**ABOUT THIS TASK**
In the records below, pick out all lines containing the word "Drive".

◆ ◆ ◆

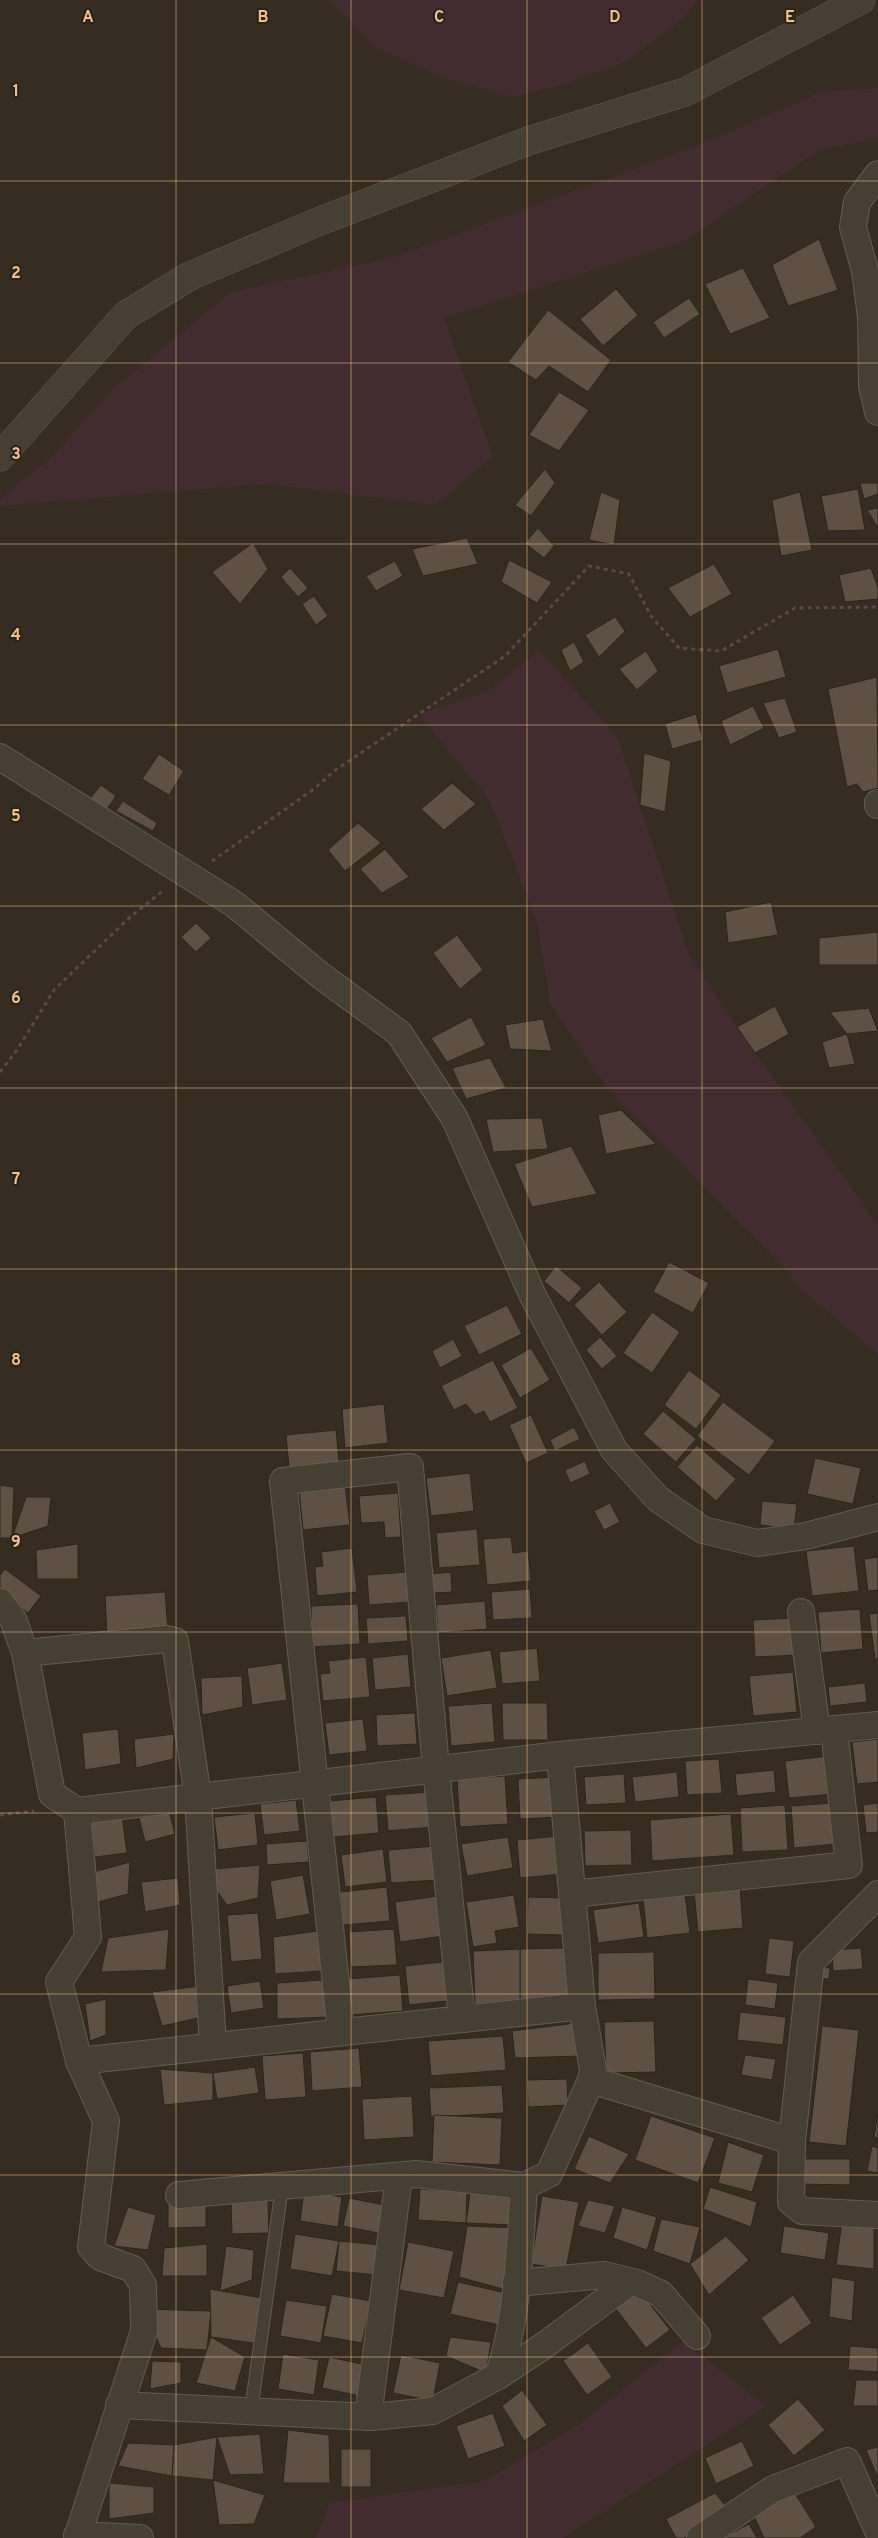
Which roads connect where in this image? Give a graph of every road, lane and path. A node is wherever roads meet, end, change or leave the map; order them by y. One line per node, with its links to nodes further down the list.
1 (861, 0): 4 (street)
2 (878, 174): 3 (street)
3 (878, 412)
4 (0, 457)
5 (878, 607): 7 (path)
6 (0, 758): 7 (street)
7 (188, 875): 8 (path); 9 (street)
8 (0, 1072)
9 (878, 1518)
10 (0, 1602): 12 (street)
11 (802, 1612): 14 (street)
12 (25, 1653): 18 (street); 19 (street)
13 (878, 1725): 14 (street)
14 (825, 1730): 15 (street); 20 (street)
15 (560, 1755): 16 (street); 20 (street)
16 (436, 1769): 17 (street); 17 (street); 23 (street)
17 (315, 1783): 18 (street); 24 (street)
18 (198, 1797): 19 (street); 25 (street)
19 (77, 1811): 26 (street)
20 (572, 1894): 22 (street)
21 (878, 1894): 28 (street)
22 (582, 2006): 23 (street); 27 (street)
23 (462, 2019): 24 (street)
24 (341, 2032): 25 (street)
25 (213, 2046): 26 (street)
26 (80, 2061): 38 (street)
27 (591, 2080): 28 (street); 30 (street)
28 (792, 2140): 33 (street)
29 (399, 2176): 30 (street); 31 (street); 40 (street)
30 (524, 2186): 35 (street)
31 (282, 2187): 32 (street); 39 (lane)
32 (179, 2195)
33 (878, 2215)
34 (630, 2282): 35 (street); 36 (street); 37 (street)
35 (516, 2284): 37 (street)
36 (697, 2336)
37 (498, 2376): 40 (street)
38 (119, 2405): 39 (street); 42 (street)
39 (251, 2412): 40 (street)
40 (368, 2417)
41 (878, 2531): 44 (street)
42 (77, 2536): 43 (street)
43 (140, 2538)
44 (700, 2538)

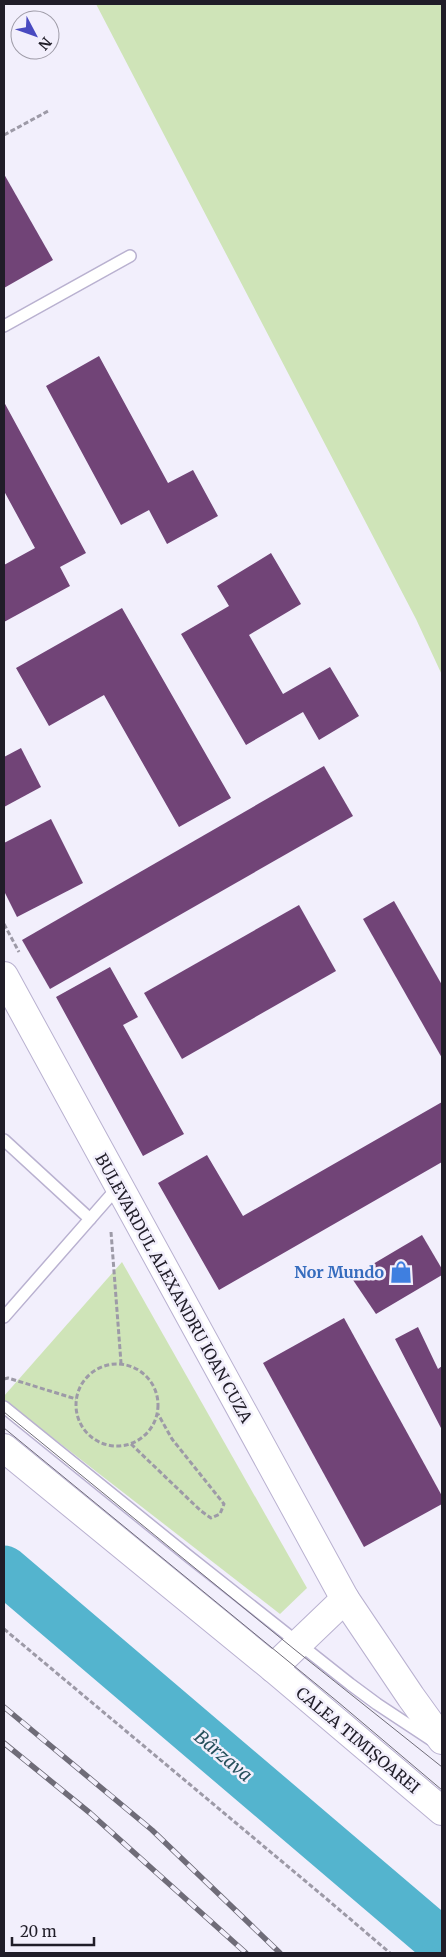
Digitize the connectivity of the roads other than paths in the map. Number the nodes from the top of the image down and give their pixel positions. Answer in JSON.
{"nodes":[{"id":1,"x":130,"y":256,"type":"dead end"},
{"id":2,"x":4,"y":326,"type":"edge"},
{"id":3,"x":4,"y":976,"type":"edge"},
{"id":4,"x":4,"y":1140,"type":"edge"},
{"id":5,"x":113,"y":1192,"type":"junction"},
{"id":6,"x":90,"y":1219,"type":"junction"},
{"id":7,"x":4,"y":1317,"type":"edge"},
{"id":8,"x":4,"y":1407,"type":"edge"},
{"id":9,"x":4,"y":1448,"type":"edge"},
{"id":10,"x":345,"y":1599,"type":"junction"},
{"id":11,"x":299,"y":1644,"type":"junction"},
{"id":12,"x":273,"y":1668,"type":"junction"},
{"id":13,"x":442,"y":1740,"type":"edge"},
{"id":14,"x":442,"y":1746,"type":"edge"},
{"id":15,"x":442,"y":1811,"type":"edge"}],
"edges":[{"from":1,"to":2,"type":"lane"},
{"from":3,"to":5,"type":"main road","name":"BULEVARDUL ALEXANDRU IOAN CUZA"},
{"from":4,"to":6,"type":"lane"},
{"from":5,"to":6,"type":"lane"},
{"from":5,"to":10,"type":"main road","name":"BULEVARDUL ALEXANDRU IOAN CUZA"},
{"from":6,"to":7,"type":"lane"},
{"from":8,"to":11,"type":"lane"},
{"from":9,"to":12,"type":"main road","name":"CALEA TIMIȘOAREI"},
{"from":10,"to":11,"type":"main road"},
{"from":10,"to":13,"type":"main road"},
{"from":11,"to":12,"type":"main road"},
{"from":11,"to":14,"type":"lane"},
{"from":12,"to":15,"type":"main road","name":"CALEA TIMIȘOAREI"}]}
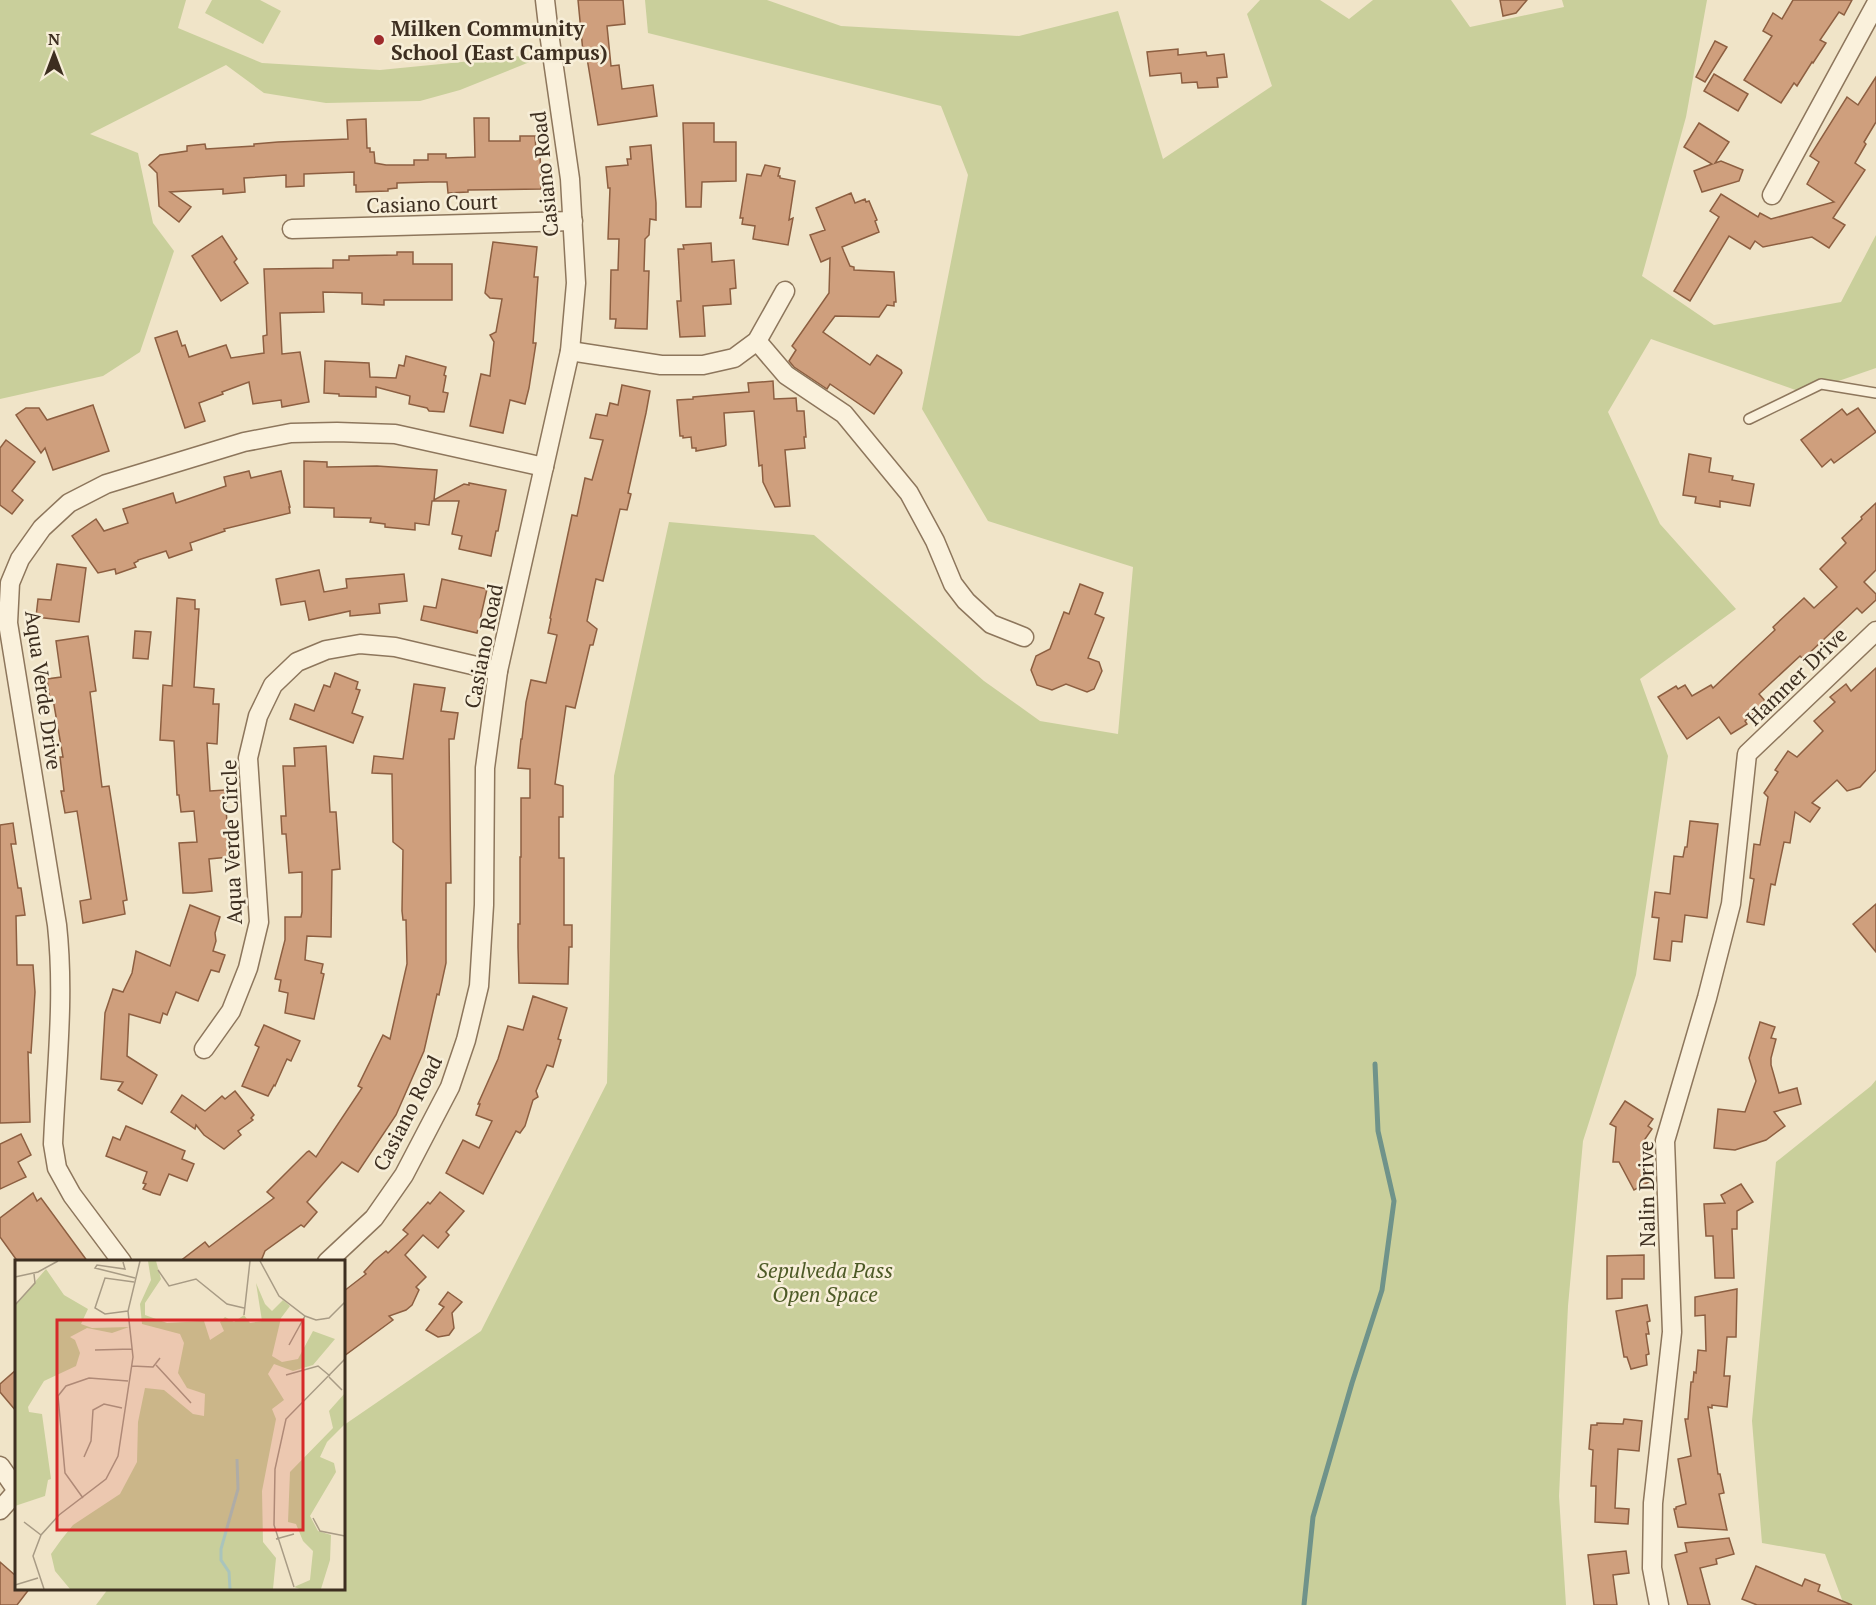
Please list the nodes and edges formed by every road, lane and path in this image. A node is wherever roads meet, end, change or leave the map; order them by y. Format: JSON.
{"nodes":[{"id":1,"x":545,"y":0,"type":"edge"},
{"id":2,"x":1876,"y":4,"type":"edge"},
{"id":3,"x":1772,"y":195,"type":"dead end"},
{"id":4,"x":573,"y":221,"type":"junction"},
{"id":5,"x":292,"y":229,"type":"dead end"},
{"id":6,"x":785,"y":291,"type":"dead end"},
{"id":7,"x":756,"y":341,"type":"junction"},
{"id":8,"x":570,"y":351,"type":"junction"},
{"id":9,"x":1876,"y":393,"type":"edge"},
{"id":10,"x":1749,"y":419,"type":"dead end"},
{"id":11,"x":544,"y":467,"type":"junction"},
{"id":12,"x":1876,"y":631,"type":"edge"},
{"id":13,"x":1024,"y":637,"type":"dead end"},
{"id":14,"x":498,"y":671,"type":"junction"},
{"id":15,"x":1747,"y":754,"type":"joint"},
{"id":16,"x":204,"y":1049,"type":"dead end"},
{"id":17,"x":121,"y":1260,"type":"edge"},
{"id":18,"x":329,"y":1260,"type":"edge"},
{"id":19,"x":0,"y":1466,"type":"edge"},
{"id":20,"x":15,"y":1488,"type":"edge"},
{"id":21,"x":15,"y":1491,"type":"edge"},
{"id":22,"x":0,"y":1510,"type":"edge"},
{"id":23,"x":1659,"y":1605,"type":"edge"}],
"edges":[{"from":1,"to":4,"type":"street","name":"Casiano Road"},
{"from":2,"to":3,"type":"street"},
{"from":4,"to":5,"type":"street","name":"Casiano Court"},
{"from":4,"to":8,"type":"street","name":"Casiano Road"},
{"from":6,"to":7,"type":"street"},
{"from":7,"to":8,"type":"street"},
{"from":7,"to":13,"type":"street"},
{"from":8,"to":11,"type":"street","name":"Casiano Road"},
{"from":9,"to":10,"type":"lane"},
{"from":11,"to":14,"type":"street","name":"Casiano Road"},
{"from":11,"to":17,"type":"street","name":"Aqua Verde Drive"},
{"from":12,"to":15,"type":"street","name":"Hamner Drive"},
{"from":14,"to":16,"type":"street","name":"Aqua Verde Circle"},
{"from":14,"to":18,"type":"street","name":"Casiano Road"},
{"from":15,"to":23,"type":"street","name":"Nalin Drive"},
{"from":19,"to":20,"type":"street"},
{"from":21,"to":22,"type":"street"}]}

◆ ◆ ◆

**OUTPUT OF THE TASK**
{"from":11,"to":17,"type":"street","name":"Aqua Verde Drive"},
{"from":12,"to":15,"type":"street","name":"Hamner Drive"},
{"from":15,"to":23,"type":"street","name":"Nalin Drive"},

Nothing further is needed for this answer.